Friday, March 25, 2011

The masses of the last great world of the settlements in New Zealand is a nation of immigrants. Maori living in the country less than 1000 years ago, when the first Europeans arrived in 1642. Together, these two peoples have forged one out of common experiences, which reflects the context of the Pacific.

First date Maori arrived in the shadow of New Zealand. According to legend, the first explorer to visit New Zealand was Kupe Polynesia, around 950 AD He returned to his ancestral homeland, Hawaiki. Four centuries later, the fleet of canoes sailing in New Zealand, guided Kupe instructions on how to find land.

Basing conclusions on radiocarbon dating Maori heaps, archaeologists believe that the first settlement was around 1300 AD Some researchers, however, believe that the Maori arrived in 2000 years, but these early settlers did not survive for long. Despite the fact that the rats they brought with them is going to destroy the native birds, lizards and toad populations. Regardless of the time they arrive, Maori have made a number of known plants and animals with them. Kiora, the Polynesian rat, was considered a great delicacy when the berries are finished. Also reportedly survived the journey was a native dog, the discipline. Root Maori brought with him were yams, taro and Kumara. Kumara is most successfully grown in colder climates than the other two, and stressed the importance of the development of Maori culture, with a permanent solution.

Abel Tasman

From the Greek era, there was talk of a Terra Australis, or "great southern continent," to compensate for land in the northern hemisphere. This mass is necessary, he argued, to offset the weight of continents in the north and the balance of the Earth on its axis.

The mathematician Pythagoras speculated on the existence of a country, but it took almost two thousand years later 17 th century Dutch explorers finally saw Australia.
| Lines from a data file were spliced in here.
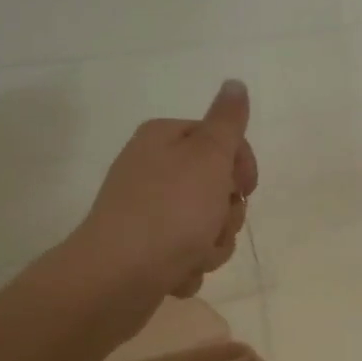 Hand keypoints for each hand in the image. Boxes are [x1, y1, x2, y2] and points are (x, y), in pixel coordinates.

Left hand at [74, 80, 259, 299]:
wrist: (118, 277)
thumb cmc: (170, 212)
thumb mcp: (207, 157)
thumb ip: (227, 122)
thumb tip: (235, 83)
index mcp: (163, 139)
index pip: (221, 141)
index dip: (241, 167)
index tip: (243, 189)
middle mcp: (153, 170)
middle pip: (217, 188)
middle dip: (225, 215)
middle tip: (212, 224)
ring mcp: (148, 214)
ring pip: (206, 227)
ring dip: (211, 246)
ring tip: (193, 255)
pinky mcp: (146, 251)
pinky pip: (186, 255)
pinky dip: (188, 267)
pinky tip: (175, 273)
In 1642 the Dutch East India

Company, a business wishing to explore the prospects for trade beyond the East Indies, sent Abel Tasman south of Java in Indonesia.

The history of New Zealand (Part 2)

After sailing past Tasmania (then Van Diemen's Land), Tasman reached the point at Hokitika this 13 days in December 1642, says: "a great big high ground." He and the crews and the Zeehaen Heemskerck was observed in the Alps in the South Tasman wanted to land, but the waves rolling off the coast convinced him to head north, where he found a place quiet enough to anchor in what is now called Golden Bay. However, hostile Maori Zeehaen escaped from the sloop, and beat to death four Dutch sailors. The name of the place after the Dutch Bay. Assassins' Tasman went immediately to the north and left New Zealand waters, January 6, 1643, without further investigation.

Captain James Cook

There was a pause during the investigation in New Zealand for over 100 years. Not a good business reason to encourage all visits, even hostile Maori daunting reputation.

Then in 1769, the Englishman Captain James Cook sails on a scientific expedition to explore the South Pacific to observe the transit of the sun by the planet Venus. After observing the rare phenomenon in Tahiti, Cook sailed south until he saw the east coast of New Zealand, 9 oktober 1769th

Cook's ship, Endeavour, was well equipped for his journey, with botanists and artists on board. Additional documentation of new scientific discoveries, Cook's mission was to assess the country's potential as a colony.

A Navy Captain Cook mapped the coast and hundreds of scientists on board Discovery. In this first of three visits to New Zealand, said he landed in England. Coincidentally, a French expedition led by explorer John Surville sailing a few miles from Cook in 1769 late, but nobody knew the presence of others.

After Cook, Europeans cast rather than an excess of New Zealand, working as whale hunters, trappers and traders of timber. Looking for short-term profits, some have become permanent immigrants, not just the resource you were looking for disappeared, so they did. By 1800 it had become uneconomic to send the closure of the bands and New Zealand, as most were easy prey, the number of whales, also collapsed.

The Treaty of Waitangi

The impact of these visitors to the traditional Maori way of life has been enormous. Maori suffered a series of catastrophic diseases like measles and smallpox, and their bellicose instincts were awakened by the purchase of firearms. During the 1820s, was at least 20,000 dead in the "gun wars" Maori themselves have changed the political face of New Zealand Maori tribes who invaded the area, sometimes taking them permanently.

Another important effect of the change is Christianity. Anglican missionary Samuel Marsden established the first broadcasting station in New Zealand, Bay of Islands in 1814, and although progress has been slow to convert Maori to Christianity, the belief was an important foothold for the year 1840.

At that time, numbered about 115,000 Maori and European settlers (Pakeha) 2000. While some Maori have benefited from trade with the Europeans and the standing crop for them, he was concerned about the growing anarchy, the purchase of land by the Europeans and the wars between tribes. principal leaders requested Queen Victoria to provide a framework of law and order. Finally, Captain William Hobson to collect the signatures of Maori chiefs at Waitangi Treaty of 1840, giving the sovereignty of Great Britain. Although the translation of the Maori chiefs gave a different interpretation of the Treaty.